The last thing you’d want is for mould to spread throughout your garage, requiring you to do a complete cleansing. Old books are also highly flammable and can add more fuel to a fire, especially in hot dry climates.
2. Propane gas tanks
Storing your BBQs propane gas tank in your garage is a safety risk. The fumes from a gas leak could potentially ignite when starting your car and the effects can be devastating, especially in a tight space like the garage.
It’s best to store your gas tanks in a well ventilated and shaded area, making sure the valve is facing the opposite direction of your home, especially if you live in a bushfire prone area.
3. Any kind of foods
Unless you plan on inviting rodents and other pests into your garage, we recommend keeping all foods inside your pantry or tightly secured inside your home. Fluctuating temperatures can also affect canned foods and cause bacteria to grow.
The extreme humidity levels in Perth can cause metal cans and lids to rust, ultimately spoiling the food inside and making it easier for pests to penetrate.

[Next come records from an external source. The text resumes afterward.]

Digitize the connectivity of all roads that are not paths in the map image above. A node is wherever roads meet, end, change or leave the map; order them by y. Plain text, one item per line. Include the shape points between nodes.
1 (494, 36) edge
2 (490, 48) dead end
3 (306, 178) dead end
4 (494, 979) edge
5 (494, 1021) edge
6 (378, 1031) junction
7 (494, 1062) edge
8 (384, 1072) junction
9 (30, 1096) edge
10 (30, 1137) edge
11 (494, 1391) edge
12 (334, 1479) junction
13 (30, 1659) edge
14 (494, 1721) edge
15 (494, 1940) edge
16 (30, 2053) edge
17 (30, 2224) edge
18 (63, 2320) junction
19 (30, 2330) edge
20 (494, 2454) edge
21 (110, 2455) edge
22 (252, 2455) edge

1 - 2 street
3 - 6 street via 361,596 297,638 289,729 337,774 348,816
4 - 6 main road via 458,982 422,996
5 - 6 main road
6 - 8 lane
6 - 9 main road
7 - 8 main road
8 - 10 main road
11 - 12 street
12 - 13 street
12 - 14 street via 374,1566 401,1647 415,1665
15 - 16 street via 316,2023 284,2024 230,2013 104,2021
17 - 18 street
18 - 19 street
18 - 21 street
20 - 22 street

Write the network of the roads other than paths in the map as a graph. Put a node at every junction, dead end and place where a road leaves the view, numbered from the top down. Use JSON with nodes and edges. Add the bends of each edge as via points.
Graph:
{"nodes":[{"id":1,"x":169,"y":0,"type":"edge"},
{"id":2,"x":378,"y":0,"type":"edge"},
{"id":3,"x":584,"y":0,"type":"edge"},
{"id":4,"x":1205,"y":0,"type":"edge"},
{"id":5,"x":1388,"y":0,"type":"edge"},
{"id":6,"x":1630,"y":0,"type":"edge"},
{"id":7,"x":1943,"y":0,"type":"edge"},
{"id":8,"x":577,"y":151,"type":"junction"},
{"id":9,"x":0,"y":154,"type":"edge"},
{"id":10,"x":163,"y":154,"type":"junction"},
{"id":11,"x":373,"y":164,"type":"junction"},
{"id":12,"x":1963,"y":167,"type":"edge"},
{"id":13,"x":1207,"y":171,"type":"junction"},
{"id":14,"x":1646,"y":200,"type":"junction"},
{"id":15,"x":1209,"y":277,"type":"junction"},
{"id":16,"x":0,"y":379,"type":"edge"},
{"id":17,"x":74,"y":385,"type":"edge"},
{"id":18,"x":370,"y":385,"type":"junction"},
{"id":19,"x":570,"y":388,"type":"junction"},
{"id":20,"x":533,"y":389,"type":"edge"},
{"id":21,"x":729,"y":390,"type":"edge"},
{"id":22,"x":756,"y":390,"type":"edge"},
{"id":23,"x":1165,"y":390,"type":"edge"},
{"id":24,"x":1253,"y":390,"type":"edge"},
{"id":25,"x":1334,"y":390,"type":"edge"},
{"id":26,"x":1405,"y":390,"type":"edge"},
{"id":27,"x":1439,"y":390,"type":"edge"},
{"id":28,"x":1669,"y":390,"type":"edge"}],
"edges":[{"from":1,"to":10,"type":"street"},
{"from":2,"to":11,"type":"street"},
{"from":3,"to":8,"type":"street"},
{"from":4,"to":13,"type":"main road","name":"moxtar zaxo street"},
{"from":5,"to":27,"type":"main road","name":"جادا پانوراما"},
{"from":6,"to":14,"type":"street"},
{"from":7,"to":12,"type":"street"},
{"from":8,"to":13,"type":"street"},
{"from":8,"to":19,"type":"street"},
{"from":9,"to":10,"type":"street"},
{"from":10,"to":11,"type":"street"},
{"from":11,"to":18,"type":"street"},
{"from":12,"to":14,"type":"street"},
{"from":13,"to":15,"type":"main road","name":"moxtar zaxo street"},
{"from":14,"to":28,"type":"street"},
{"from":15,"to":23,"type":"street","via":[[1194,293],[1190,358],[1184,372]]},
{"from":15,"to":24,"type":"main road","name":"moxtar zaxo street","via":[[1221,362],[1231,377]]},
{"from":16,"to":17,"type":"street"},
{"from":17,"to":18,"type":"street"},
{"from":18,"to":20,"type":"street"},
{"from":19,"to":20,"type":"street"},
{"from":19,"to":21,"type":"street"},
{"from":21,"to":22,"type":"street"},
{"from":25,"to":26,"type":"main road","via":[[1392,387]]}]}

Like old books, wood is susceptible to changes in humidity and will warp and contract as the moisture level changes in the air. This quickly becomes a breeding ground for unwanted pests. Extreme changes in temperature can also render wooden furniture cracked, warped and unsafe, so you might want to think twice about keeping those old wooden dining chairs.
Piles of firewood are not only magnets for pests such as termites, they are also highly flammable in bushfire prone areas. Keep firewood outdoors in a dry and well ventilated area about 6 metres from the nearest door of your home.
First things first, always check the label for recommended storage temperatures. Extremely hot temperatures and freezing cold winters can alter the paint formula.
Metal paint tins exposed to high humidity levels and moisture will cause the tin to rust and ultimately spoil the paint inside. Left over paint tins should be kept in a cool and dry environment if you plan to use them in the future.
6. Old clothing and fabrics
Storing old clothing and fabrics in black garbage bags in the garage won’t protect it from the humidity, heat or cold your garage experiences throughout the year. Pests and rodents also love building their homes in warm moist environments that these bundles of fabric and clothing provides. For drier climates, they become a fire hazard as highly flammable material.
Go through your stored clothing and fabrics and decide what you want to keep and donate, and bin the rest. For best storage practices, keep them in vacuum sealed bags inside your home.
7. Old electronics
Old electronics tend to get stored in our garages or sheds until it curb side collection day. However, keeping old electronics such as DVD players, Playstation consoles, TVs, radios, computers or old appliances can be susceptible to moisture getting into the electrical components and poses a serious risk of electrocution.
Improper storage of cords can also act as a tripping hazard. Contact your local council for instructions on how to recycle e-waste.